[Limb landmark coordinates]
────────────────
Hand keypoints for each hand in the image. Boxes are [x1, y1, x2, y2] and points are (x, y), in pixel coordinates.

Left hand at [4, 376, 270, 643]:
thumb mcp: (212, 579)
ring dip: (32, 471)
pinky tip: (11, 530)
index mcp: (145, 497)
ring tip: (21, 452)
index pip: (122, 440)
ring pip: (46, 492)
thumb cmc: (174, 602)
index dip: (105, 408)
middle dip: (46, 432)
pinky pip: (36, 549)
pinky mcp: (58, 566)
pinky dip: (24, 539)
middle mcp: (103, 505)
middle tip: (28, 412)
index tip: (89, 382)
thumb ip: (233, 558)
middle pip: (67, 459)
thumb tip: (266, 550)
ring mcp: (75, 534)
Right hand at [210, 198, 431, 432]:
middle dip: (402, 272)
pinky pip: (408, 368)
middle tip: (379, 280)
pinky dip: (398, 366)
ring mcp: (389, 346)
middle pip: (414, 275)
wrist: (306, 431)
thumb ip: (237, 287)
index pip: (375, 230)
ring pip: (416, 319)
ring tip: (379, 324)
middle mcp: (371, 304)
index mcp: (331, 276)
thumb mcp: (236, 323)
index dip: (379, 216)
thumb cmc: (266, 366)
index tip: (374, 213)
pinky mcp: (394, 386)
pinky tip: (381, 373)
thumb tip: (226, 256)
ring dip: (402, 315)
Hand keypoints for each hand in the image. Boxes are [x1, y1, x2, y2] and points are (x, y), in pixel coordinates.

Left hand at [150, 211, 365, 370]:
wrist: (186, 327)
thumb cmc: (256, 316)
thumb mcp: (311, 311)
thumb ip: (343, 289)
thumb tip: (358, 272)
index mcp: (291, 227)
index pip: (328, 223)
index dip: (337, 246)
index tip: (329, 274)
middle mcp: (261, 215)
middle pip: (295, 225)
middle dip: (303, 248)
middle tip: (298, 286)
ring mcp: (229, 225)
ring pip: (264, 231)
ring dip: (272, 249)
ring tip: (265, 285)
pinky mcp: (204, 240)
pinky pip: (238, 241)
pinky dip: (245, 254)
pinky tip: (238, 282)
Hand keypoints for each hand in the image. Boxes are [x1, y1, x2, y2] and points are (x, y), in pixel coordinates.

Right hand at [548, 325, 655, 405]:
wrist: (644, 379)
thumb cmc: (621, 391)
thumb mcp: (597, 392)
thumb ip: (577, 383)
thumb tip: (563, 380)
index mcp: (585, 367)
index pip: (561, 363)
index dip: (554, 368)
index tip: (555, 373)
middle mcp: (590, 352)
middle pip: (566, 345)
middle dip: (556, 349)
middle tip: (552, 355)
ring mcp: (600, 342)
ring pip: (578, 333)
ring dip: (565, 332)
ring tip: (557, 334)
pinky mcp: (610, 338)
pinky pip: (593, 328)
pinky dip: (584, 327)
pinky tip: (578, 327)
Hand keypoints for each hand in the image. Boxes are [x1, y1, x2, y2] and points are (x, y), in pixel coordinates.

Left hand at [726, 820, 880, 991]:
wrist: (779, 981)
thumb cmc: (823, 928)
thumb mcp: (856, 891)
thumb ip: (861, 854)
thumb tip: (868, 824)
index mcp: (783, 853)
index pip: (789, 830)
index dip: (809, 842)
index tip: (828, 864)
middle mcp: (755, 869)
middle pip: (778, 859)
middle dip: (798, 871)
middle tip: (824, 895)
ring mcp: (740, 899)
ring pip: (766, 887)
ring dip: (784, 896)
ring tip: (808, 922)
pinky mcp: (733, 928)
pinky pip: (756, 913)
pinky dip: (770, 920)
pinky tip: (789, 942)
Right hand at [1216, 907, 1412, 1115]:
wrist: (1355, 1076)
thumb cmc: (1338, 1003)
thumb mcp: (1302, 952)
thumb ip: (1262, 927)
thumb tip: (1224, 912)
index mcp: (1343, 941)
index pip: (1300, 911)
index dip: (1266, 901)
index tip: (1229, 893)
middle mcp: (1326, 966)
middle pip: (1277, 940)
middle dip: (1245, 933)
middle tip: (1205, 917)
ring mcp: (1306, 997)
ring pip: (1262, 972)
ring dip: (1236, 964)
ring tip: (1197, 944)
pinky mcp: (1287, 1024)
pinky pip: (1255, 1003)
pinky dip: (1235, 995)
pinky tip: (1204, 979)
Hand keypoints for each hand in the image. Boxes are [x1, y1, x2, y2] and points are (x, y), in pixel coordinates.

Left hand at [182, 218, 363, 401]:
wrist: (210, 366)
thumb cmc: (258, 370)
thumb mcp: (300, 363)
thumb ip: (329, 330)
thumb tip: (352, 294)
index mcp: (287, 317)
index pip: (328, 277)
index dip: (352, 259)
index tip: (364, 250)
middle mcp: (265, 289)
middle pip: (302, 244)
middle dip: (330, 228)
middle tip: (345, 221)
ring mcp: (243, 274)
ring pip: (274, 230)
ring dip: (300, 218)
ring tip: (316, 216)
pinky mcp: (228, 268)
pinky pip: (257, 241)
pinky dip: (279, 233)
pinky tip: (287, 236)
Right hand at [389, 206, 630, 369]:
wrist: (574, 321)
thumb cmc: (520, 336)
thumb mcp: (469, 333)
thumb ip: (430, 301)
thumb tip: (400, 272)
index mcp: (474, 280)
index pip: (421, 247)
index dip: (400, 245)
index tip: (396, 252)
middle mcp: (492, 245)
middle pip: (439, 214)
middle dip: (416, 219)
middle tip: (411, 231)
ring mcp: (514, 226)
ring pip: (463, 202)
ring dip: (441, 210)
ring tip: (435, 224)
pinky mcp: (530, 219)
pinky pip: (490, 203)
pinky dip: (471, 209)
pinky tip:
────────────────
*What this task involves*
Could you retype every record above exactly as it appears?

*Solution below*
Hand keypoints for each hand in the image. Boxes are [x1, y1, x2, y2] and points are (x, y), in pixel coordinates.

Left hand at [4, 376, 270, 643]:
thumb mcp: (212, 579)
ring dip: (32, 471)
pinky tip: (11, 530)
index mcp: (145, 497)
ring tip: (21, 452)
index pip: (122, 440)
ring pip: (46, 492)
thumb cmc: (174, 602)
index dip: (105, 408)
middle dip: (46, 432)
pinky pip: (36, 549)
pinky mcp: (58, 566)
pinky dip: (24, 539)
middle mcp: (103, 505)
middle tip: (28, 412)
index tip: (89, 382)
thumb ip: (233, 558)
middle pip: (67, 459)
thumb tip: (266, 550)
ring mcp: (75, 534)
Right hand at [210, 198, 431, 432]:
middle dip: (402, 272)
pinky pip: (408, 368)
middle tip: (379, 280)
pinky dip: (398, 366)
ring mcp: (389, 346)
middle pip: (414, 275)
wrist: (306, 431)
thumb ip: (237, 287)
index pip: (375, 230)
ring pip: (416, 319)
ring tip: (379, 324)
middle mcp: (371, 304)
index mcp: (331, 276)
thumb mcp: (236, 323)
index dip: (379, 216)
thumb cmc: (266, 366)
index tip: (374, 213)
pinky mcp: (394, 386)
pinky tip: (381, 373)
thumb tip: (226, 256)
ring dip: (402, 315)
Hand keypoints for each hand in the image. Boxes are [x1, y1, x2, y2] and points are (x, y), in pixel coordinates.

Left hand at [150, 211, 365, 370]:
wrist: (186, 327)
thumb cmc: (256, 316)
thumb mcp: (311, 311)
thumb ip: (343, 289)
thumb tip: (358, 272)
index mcp: (291, 227)
index pip: (328, 223)
index dip: (337, 246)
index tip: (329, 274)
middle mcp: (261, 215)
middle pip: (295, 225)
middle dip: (303, 248)
middle tip: (298, 286)
ring mcp: (229, 225)
ring pip: (264, 231)
ring dip: (272, 249)
ring tip: (265, 285)
pinky mcp: (204, 240)
pinky pip: (238, 241)
pinky dip: (245, 254)
pinky tip: (238, 282)
Hand keypoints for each hand in the image. Boxes are [x1, y1, x2, y2] and points are (x, y), in pixel coordinates.

Right hand at [548, 325, 655, 405]:
wrist: (644, 379)
thumb cmc: (621, 391)
thumb mcp: (597, 392)
thumb ip: (577, 383)
thumb tip: (563, 380)
index mcp: (585, 367)
index pip: (561, 363)
index dip: (554, 368)
index tip: (555, 373)
middle mcp: (590, 352)
middle pip: (566, 345)
middle dip: (556, 349)
middle tip: (552, 355)
ring mcp: (600, 342)
ring pip: (578, 333)
ring dip: (565, 332)
ring tip: (557, 334)
pinky mcp: (610, 338)
pinky pip: (593, 328)
pinky dip: (584, 327)
pinky tip: (578, 327)
Hand keypoints for each hand in the image. Boxes are [x1, y1, x2, y2] and points are (x, y), in pixel coordinates.

Left hand at [726, 820, 880, 991]:
wrist: (779, 981)
thumb cmc: (823, 928)
thumb mcp: (856, 891)
thumb ip: (861, 854)
thumb tip: (868, 824)
index mcp: (783, 853)
index pip: (789, 830)
index dip: (809, 842)
index tip: (828, 864)
middle mcp: (755, 869)
middle pip: (778, 859)
middle dip: (798, 871)
middle tip: (824, 895)
ring mcp: (740, 899)
ring pip: (766, 887)
ring dip: (784, 896)
ring tip: (808, 922)
pinky mcp: (733, 928)
pinky pip: (756, 913)
pinky dip: (770, 920)
pinky tip: (789, 942)
Right hand at [1216, 907, 1412, 1115]:
wrist: (1355, 1076)
thumb cmc: (1338, 1003)
thumb mcp: (1302, 952)
thumb ip: (1262, 927)
thumb tip: (1224, 912)
index mcp: (1343, 941)
index pip: (1300, 911)
index dip: (1266, 901)
index tip: (1229, 893)
middle mcp: (1326, 966)
middle pip: (1277, 940)
middle dip: (1245, 933)
middle tip: (1205, 917)
ring mcp: (1306, 997)
ring pip: (1262, 972)
ring dip: (1236, 964)
ring tip: (1197, 944)
pinky mcp: (1287, 1024)
pinky pip: (1255, 1003)
pinky dip: (1235, 995)
pinky tip: (1204, 979)
Hand keypoints for each hand in the image. Boxes are [x1, y1, x2, y2] and points are (x, y), in pixel coordinates.

Left hand at [182, 218, 363, 401]:
wrist: (210, 366)
thumb cmc: (258, 370)
thumb mcp: (300, 363)
thumb ip: (329, 330)
thumb tip: (352, 294)
index mcp: (287, 317)
index pip: (328, 277)
index dip: (352, 259)
index tip: (364, 250)
middle mcp: (265, 289)
middle pip: (302, 244)
middle dip: (330, 228)
middle tip: (345, 221)
ring mcp: (243, 274)
ring pip: (274, 230)
ring dip: (300, 218)
ring tip: (316, 216)
pinky mcp: (228, 268)
pinky pip: (257, 241)
pinky dip: (279, 233)
pinky tip: (287, 236)
Right hand at [389, 206, 630, 369]:
wrist: (574, 321)
thumb cmc: (520, 336)
thumb mcp: (469, 333)
thumb ip: (430, 301)
thumb tip: (400, 272)
index mcp: (474, 280)
index pip: (421, 247)
index dip: (400, 245)
index tip: (396, 252)
middle mcp: (492, 245)
middle pip: (439, 214)
middle dip: (416, 219)
middle tip: (411, 231)
ring mcp: (514, 226)
ring pip: (463, 202)
ring dip: (441, 210)
ring tip: (435, 224)
pinky mcp: (530, 219)
pinky pip: (490, 203)
pinky dip: (471, 209)
pinky tip:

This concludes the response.